Paper + Video + Slides

Abstract

Mr. Lennart Guckes, TU Darmstadt Institute of Automotive Engineering (FZD), GERMANY

Prof. Dr. Hermann Winner, TU Darmstadt Institute of Automotive Engineering (FZD), GERMANY

Dr.-Ing. Jens Hoffmann, Continental Teves AG & Co. oHG, GERMANY

Mr. Sébastien Pla, Continental Teves AG & Co. oHG, GERMANY


During the development toward autonomous and electrified vehicles with low emissions, many visions for future mobility concepts arise, one of them being autonomous shuttles for urban areas. Most publications concerning these concepts focus on control and software while in this paper the change of requirements for wheel brakes is examined.

The performance of wheel brakes for todays passenger cars is currently tested under different worst-case assumptions regarding area of operation and highest possible load resulting from human operation. Considering the capabilities of autonomous shuttles like autonomous driving and the availability of regenerative braking, these assumptions need to be reevaluated. This also includes comfort and lifetime requirements regarding wheel brakes for these concepts and takes in perspective that for an autonomous shuttle a certain area of operation is defined in their operational design domain (ODD) as well as a lower maximum velocity.

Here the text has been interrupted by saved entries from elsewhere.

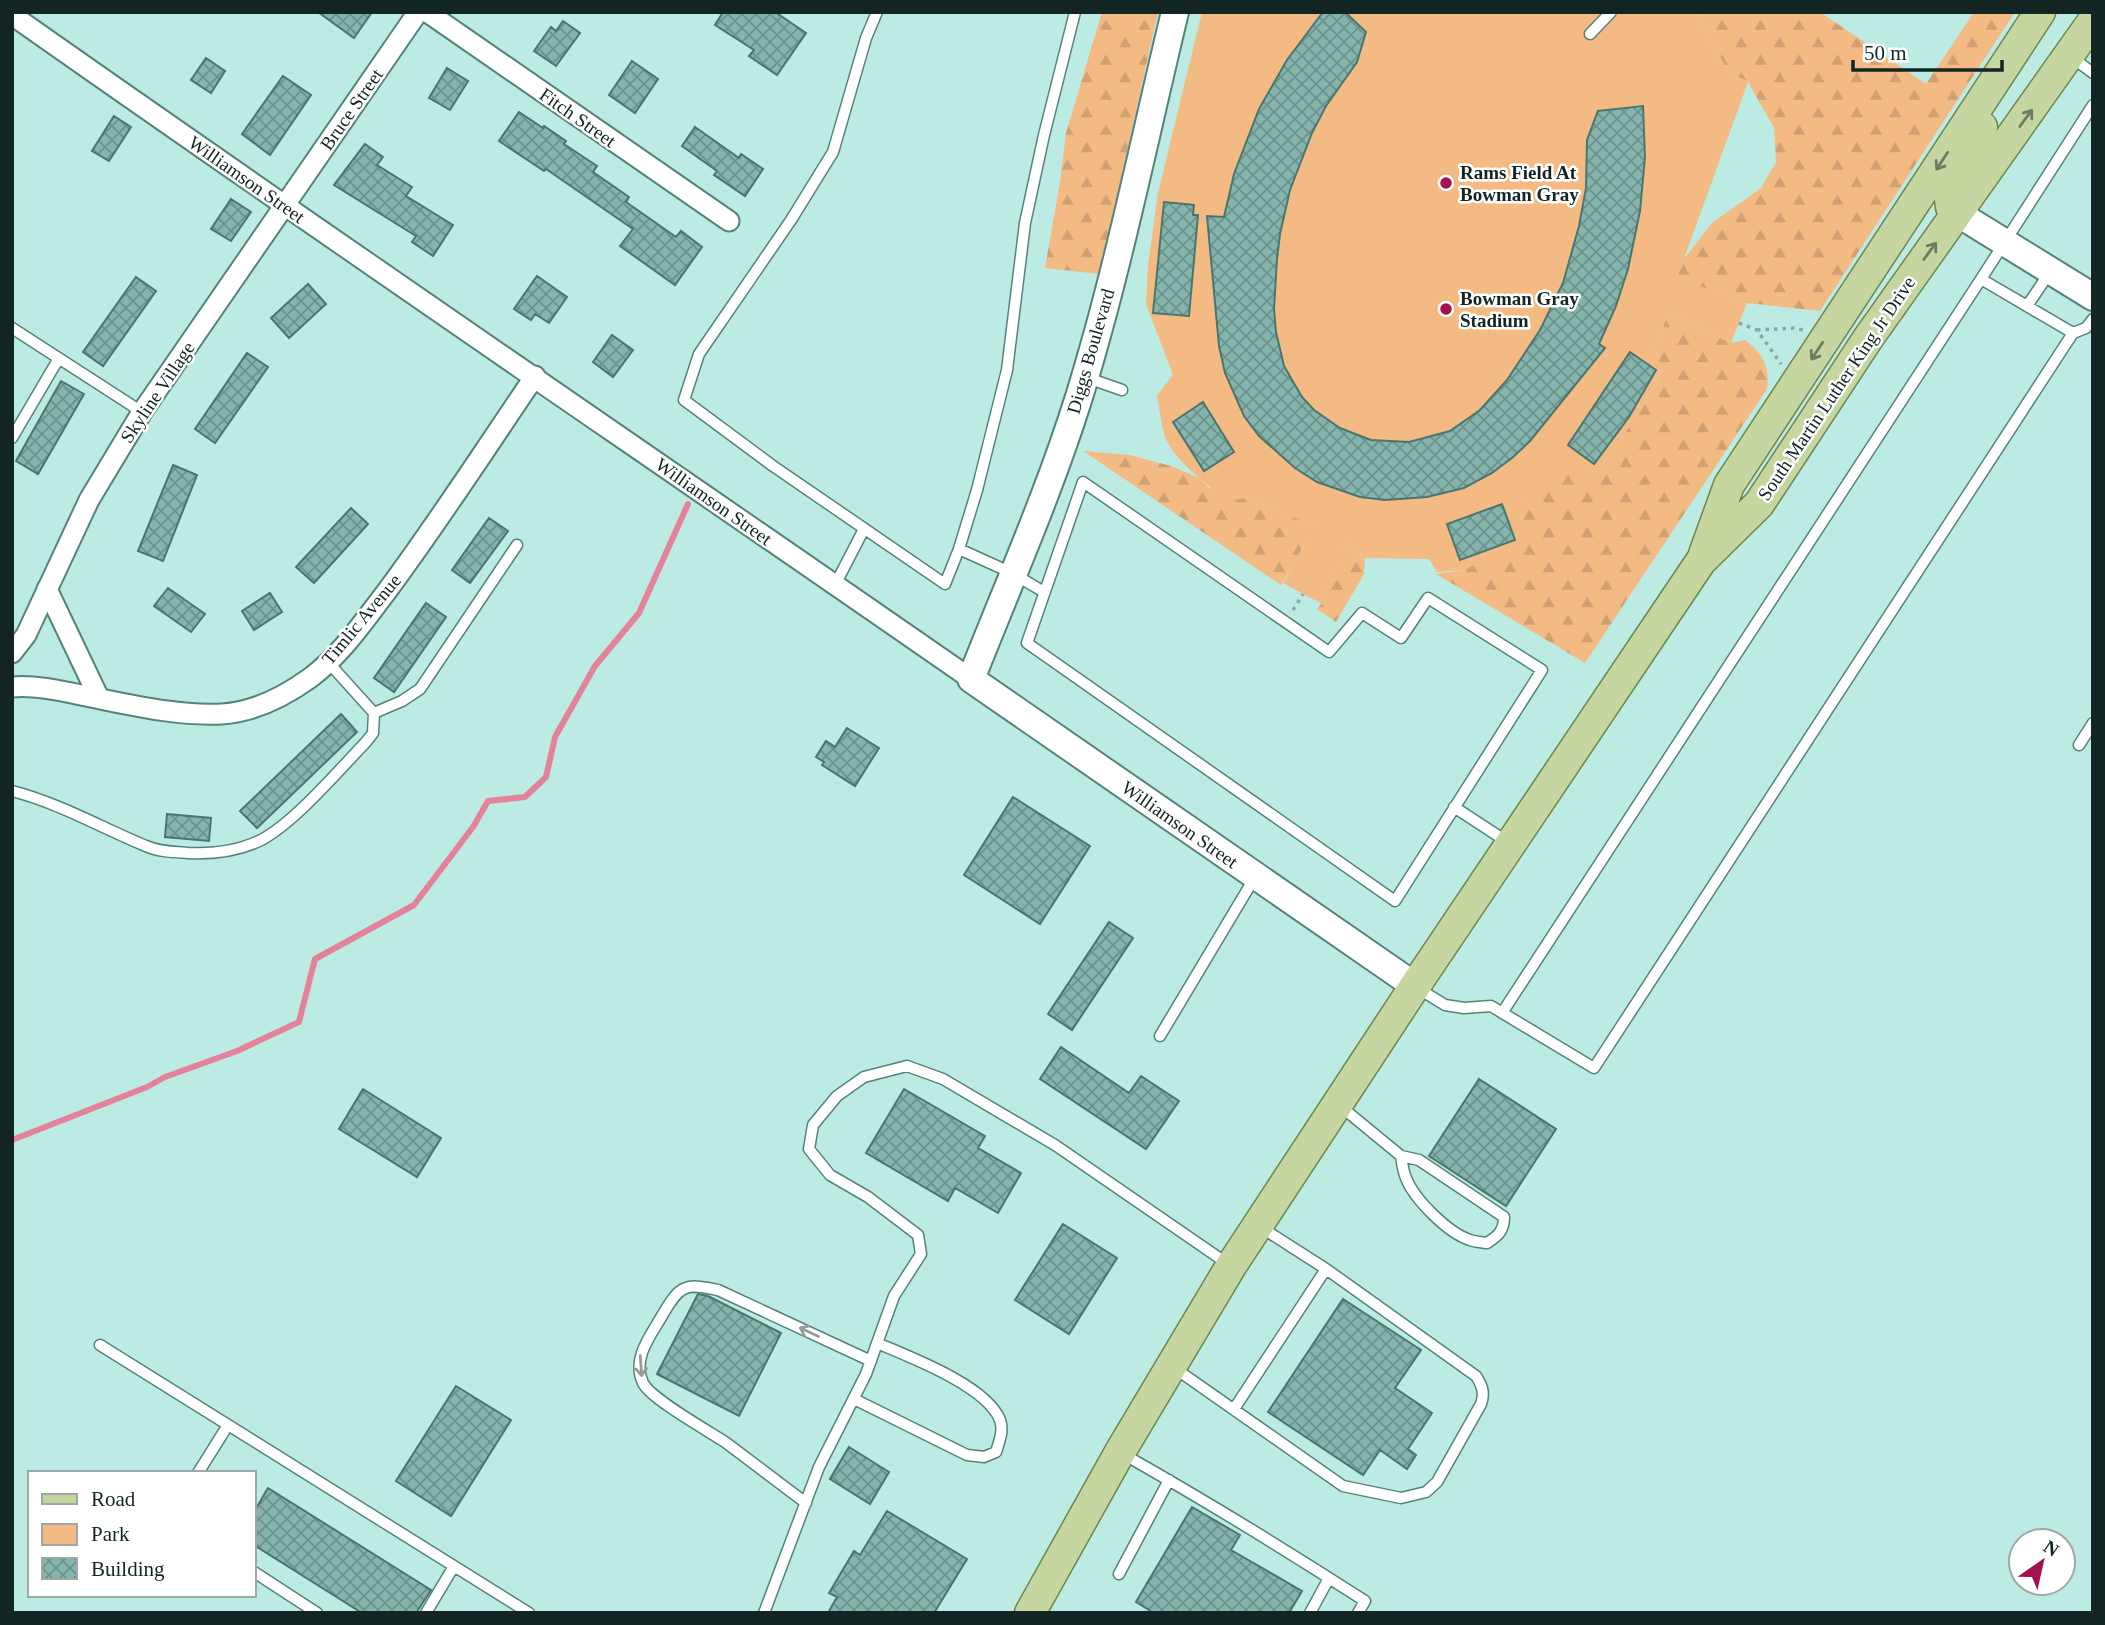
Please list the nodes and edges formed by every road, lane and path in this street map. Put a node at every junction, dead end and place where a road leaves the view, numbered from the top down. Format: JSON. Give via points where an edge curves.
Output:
{"nodes":[{"id":1,"x":418,"y":12,"type":"edge"},
{"id":2,"x":427,"y":12,"type":"edge"},
{"id":3,"x":877,"y":12,"type":"edge"},
{"id":4,"x":1075,"y":12,"type":"edge"},
{"id":5,"x":1175,"y":12,"type":"edge"},
{"id":6,"x":1611,"y":12,"type":"edge"},
{"id":7,"x":2040,"y":12,"type":"edge"},
{"id":8,"x":12,"y":15,"type":"edge"},
{"id":9,"x":2093,"y":21,"type":"edge"},
{"id":10,"x":1590,"y":34,"type":"dead end"},
{"id":11,"x":2020,"y":42,"type":"junction"},
{"id":12,"x":2081,"y":64,"type":"edge"},
{"id":13,"x":2093,"y":105,"type":"edge"},
{"id":14,"x":284,"y":206,"type":"junction"},
{"id":15,"x":1957,"y":213,"type":"junction"},
{"id":16,"x":729,"y":221,"type":"dead end"},
{"id":17,"x":2005,"y":243,"type":"junction"},
{"id":18,"x":2050,"y":271,"type":"junction"},
{"id":19,"x":1981,"y":279,"type":"junction"},
{"id":20,"x":2093,"y":297,"type":"edge"},
{"id":21,"x":2027,"y":306,"type":"junction"},
{"id":22,"x":2093,"y":319,"type":"edge"},
{"id":23,"x":1739,"y":323,"type":"dead end"},
{"id":24,"x":12,"y":328,"type":"edge"},
{"id":25,"x":1757,"y":330,"type":"junction"},
{"id":26,"x":1808,"y":333,"type":"dead end"},
{"id":27,"x":2073,"y":333,"type":"junction"},
{"id":28,"x":59,"y":358,"type":"junction"},
{"id":29,"x":1785,"y":369,"type":"dead end"},
{"id":30,"x":535,"y":376,"type":"junction"},
{"id":31,"x":1085,"y":377,"type":"junction"},
{"id":32,"x":1122,"y":390,"type":"dead end"},
{"id":33,"x":142,"y":412,"type":"junction"},
{"id":34,"x":12,"y":438,"type":"edge"},
{"id":35,"x":864,"y":529,"type":"junction"},
{"id":36,"x":517,"y":545,"type":"dead end"},
{"id":37,"x":959,"y":549,"type":"junction"},
{"id":38,"x":1701,"y":561,"type":"junction"},
{"id":39,"x":1012,"y":573,"type":"junction"},
{"id":40,"x":835,"y":585,"type":"junction"},
{"id":41,"x":47,"y":589,"type":"junction"},
{"id":42,"x":1044,"y":592,"type":"junction"},
{"id":43,"x":12,"y":653,"type":"edge"},
{"id":44,"x":328,"y":662,"type":"junction"},
{"id":45,"x":971,"y":679,"type":"junction"},
{"id":46,"x":12,"y":687,"type":"edge"},
{"id":47,"x":99,"y":698,"type":"junction"},
{"id":48,"x":374,"y":713,"type":"junction"},
{"id":49,"x":2093,"y":723,"type":"edge"},
{"id":50,"x":2079,"y":745,"type":"dead end"},
{"id":51,"x":12,"y":791,"type":"edge"},
{"id":52,"x":1454,"y":807,"type":"junction"},
{"id":53,"x":1511,"y":844,"type":"junction"},
{"id":54,"x":1256,"y":876,"type":"junction"},
{"id":55,"x":1415,"y":986,"type":"junction"},
{"id":56,"x":1502,"y":1013,"type":"junction"},
{"id":57,"x":1160,"y":1036,"type":"dead end"},
{"id":58,"x":1339,"y":1105,"type":"junction"},
{"id":59,"x":1401,"y":1156,"type":"junction"},
{"id":60,"x":1258,"y":1225,"type":"junction"},
{"id":61,"x":1231,"y":1266,"type":"junction"},
{"id":62,"x":1326,"y":1269,"type":"junction"},
{"id":63,"x":877,"y":1343,"type":"junction"},
{"id":64,"x":100,"y":1345,"type":"dead end"},
{"id":65,"x":871,"y":1361,"type":"junction"},
{"id":66,"x":1170,"y":1365,"type":"junction"},
{"id":67,"x":854,"y":1399,"type":"junction"},
{"id":68,"x":1234,"y":1409,"type":"junction"},
{"id":69,"x":228,"y":1425,"type":"junction"},
{"id":70,"x":1120,"y":1452,"type":"junction"},
{"id":71,"x":199,"y":1471,"type":"edge"},
{"id":72,"x":1169,"y":1480,"type":"junction"},
{"id":73,"x":806,"y":1503,"type":"junction"},
{"id":74,"x":454,"y":1566,"type":"junction"},
{"id":75,"x":256,"y":1573,"type":"edge"},
{"id":76,"x":1119,"y":1574,"type":"dead end"},
{"id":77,"x":1329,"y":1578,"type":"junction"},
{"id":78,"x":317,"y":1613,"type":"edge"},
{"id":79,"x":426,"y":1613,"type":"edge"},
{"id":80,"x":529,"y":1613,"type":"edge"},
{"id":81,"x":764,"y":1613,"type":"edge"},
{"id":82,"x":1030,"y":1613,"type":"edge"},
{"id":83,"x":1310,"y":1613,"type":"edge"},
{"id":84,"x":1358,"y":1613,"type":"edge"}],
"edges":[{"from":1,"to":14,"type":"street","name":"Bruce Street"},
{"from":2,"to":16,"type":"street","name":"Fitch Street"},
{"from":3,"to":35,"type":"lane","via":[[832,152],[699,354],[684,400]]},
{"from":4,"to":37,"type":"lane","via":[[1025,223],[1007,370]]},
{"from":5,"to":31,"type":"street","name":"Diggs Boulevard"},
{"from":6,"to":10,"type":"lane"},
{"from":7,"to":11,"type":"main road","name":"South Martin Luther King Jr Drive"},
{"from":8,"to":14,"type":"street","name":"Williamson Street"},
{"from":9,"to":12,"type":"main road","name":"South Martin Luther King Jr Drive"},
{"from":11,"to":15,"type":"main road","via":[[1949,191],[1951,207]]},
{"from":11,"to":38,"type":"main road","name":"South Martin Luther King Jr Drive","one_way":true,"via":[[1729,485]]},
{"from":15,"to":12,"type":"main road","name":"South Martin Luther King Jr Drive","one_way":true},
{"from":13,"to":17,"type":"lane"},
{"from":14,"to":30,"type":"street","name":"Williamson Street"},
{"from":14,"to":33,"type":"street","name":"Skyline Village"},
{"from":15,"to":17,"type":"street"},
{"from":38,"to":15,"type":"main road","name":"South Martin Luther King Jr Drive","one_way":true,"via":[[1759,504]]},
{"from":17,"to":18,"type":"street"},
{"from":17,"to":19,"type":"lane"},
{"from":18,"to":20,"type":"street"},
{"from":18,"to":21,"type":"lane"},
{"from":19,"to":21,"type":"lane"},
{"from":19,"to":56,"type":"lane"},
{"from":21,"to":27,"type":"lane"},
{"from":22,"to":27,"type":"lane"},
{"from":23,"to":25,"type":"path"},
{"from":24,"to":28,"type":"lane"},
{"from":25,"to":26,"type":"path","via":[[1794,328]]},
{"from":25,"to":29,"type":"path"},
{"from":27,"to":56,"type":"lane","via":[[1594,1068]]},
{"from":28,"to":33,"type":"lane"},
{"from":28,"to":34,"type":"lane"},
{"from":30,"to":40,"type":"street","name":"Williamson Street"},
{"from":30,"to":44,"type":"street","name":"Timlic Avenue","via":[[405,567]]},
{"from":31,"to":32,"type":"lane"},
{"from":31,"to":39,"type":"street","name":"Diggs Boulevard"},
{"from":33,"to":41,"type":"street","name":"Skyline Village","via":[[89,500]]},
{"from":35,"to":37,"type":"lane","via":[[945,584]]},
{"from":35,"to":40,"type":"lane"},
{"from":36,"to":48,"type":"lane","via":[[420,689]]},
{"from":37,"to":39,"type":"lane"},
{"from":38,"to":53,"type":"main road"},
{"from":39,"to":42,"type":"lane"},
{"from":39,"to":45,"type":"street","name":"Diggs Boulevard"},
{"from":40,"to":45,"type":"street","name":"Williamson Street"},
{"from":41,"to":43,"type":"street","via":[[26,635]]},
{"from":41,"to":47,"type":"street"},
{"from":42,"to":52,"type":"lane","via":[[1027,643],[1395,901]]},
{"from":42,"to":52,"type":"lane","via":[[1083,482],[1329,652],[1362,612],[1401,638],[1428,598],[1542,670]]},
{"from":44,"to":47,"type":"street","name":"Timlic Avenue","via":[[280,696],[227,713],[155,709]]},
{"from":44,"to":48,"type":"lane"},
{"from":45,"to":54,"type":"street","name":"Williamson Street"},
{"from":46,"to":47,"type":"street","name":"Timlic Avenue"},
{"from":48,"to":51,"type":"lane","via":[[373,733],[366,742],[291,818],[261,840],[226,851],[205,854],[148,848]]},
{"from":49,"to":50,"type":"lane"},
{"from":52,"to":53,"type":"lane"},
{"from":53,"to":55,"type":"main road"},
{"from":54,"to":55,"type":"street","name":"Williamson Street"},
{"from":54,"to":57,"type":"lane"},
{"from":55,"to":56,"type":"lane","via":[[1445,1005],[1491,1006]]},
{"from":55,"to":58,"type":"main road"},
{"from":58,"to":59,"type":"lane"},
{"from":58,"to":60,"type":"main road"},
{"from":59,"to":59,"type":"lane","via":[[1404,1175],[1426,1208],[1468,1240],[1487,1243],[1497,1237],[1504,1217],[1419,1160]]},
{"from":60,"to":61,"type":"main road"},
{"from":60,"to":62,"type":"lane"},
{"from":61,"to":63,"type":"lane","via":[[1055,1145],[943,1079],[907,1066],[864,1077],[837,1096],[813,1125],[809,1149],[830,1175],[869,1197],[918,1235],[921,1254],[894,1296]]},
{"from":61,"to":66,"type":"main road"},
{"from":62,"to":68,"type":"lane"},
{"from":62,"to":68,"type":"lane","via":[[1481,1384],[1483,1398],[1437,1482],[1426,1492],[1401,1498],[1343,1486]]},
{"from":63,"to":65,"type":"lane"},
{"from":63,"to":67,"type":"lane","via":[[977,1393],[1000,1420],[996,1452],[984,1457],[967,1455]]},
{"from":64,"to":69,"type":"lane"},
{"from":65,"to":67,"type":"lane"},
{"from":65,"to":73,"type":"lane","one_way":true,"via":[[718,1290],[698,1286],[676,1293],[640,1353],[643,1383],[653,1394]]},
{"from":66,"to":68,"type":"lane"},
{"from":66,"to":70,"type":"main road"},
{"from":67,"to":73,"type":"lane"},
{"from":69,"to":71,"type":"lane"},
{"from":69,"to":74,"type":"lane"},
{"from":70,"to":72,"type":"lane"},
{"from":70,"to":82,"type":"main road"},
{"from":72,"to":76,"type":"lane"},
{"from":72,"to":77,"type":"lane"},
{"from":73,"to":81,"type":"lane"},
{"from":74,"to":79,"type":"lane"},
{"from":74,"to":80,"type":"lane"},
{"from":75,"to":78,"type":"lane"},
{"from":77,"to":83,"type":"lane"},
{"from":77,"to":84,"type":"lane","via":[[1365,1601]]}]}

To do so, different autonomous shuttle concepts are aggregated as well as their respective hardware and tech specs. To gather system requirements for the braking system of an autonomous shuttle a stakeholder analysis is performed, highlighting the underlying business model, driving tasks and passenger types as well as their needs and wishes. The shift in requirements is derived in comparison to conventional wheel brakes for cars. Usual performance tests for conventional wheel brakes for passenger cars are semantically analyzed to discuss their relevance and transferred into new performance tests for the given vehicle class.


Three test scenarios are created, the first one being the “Emergency Braking Test”, which consists of two consecutive emergency brakings. Secondly a “Standard Operation Test” which consists of ten consecutive, comfortable accelerations and decelerations for passenger pickup and transport. Lastly, a “Hill Descent Test” on a long descent in the area of operation of the shuttle, like in the demanding urban topology of San Francisco. Based on the scenarios different availability levels of regenerative braking power are considered.


Based on the developed test cycles a comparison is drawn for power and energy dissipation demand and the corresponding torques needed for an example vehicle under various levels of available regenerative braking power. While power and energy dissipation have decreased heavily, the torque demand is still as high as needed for a conventional vehicle.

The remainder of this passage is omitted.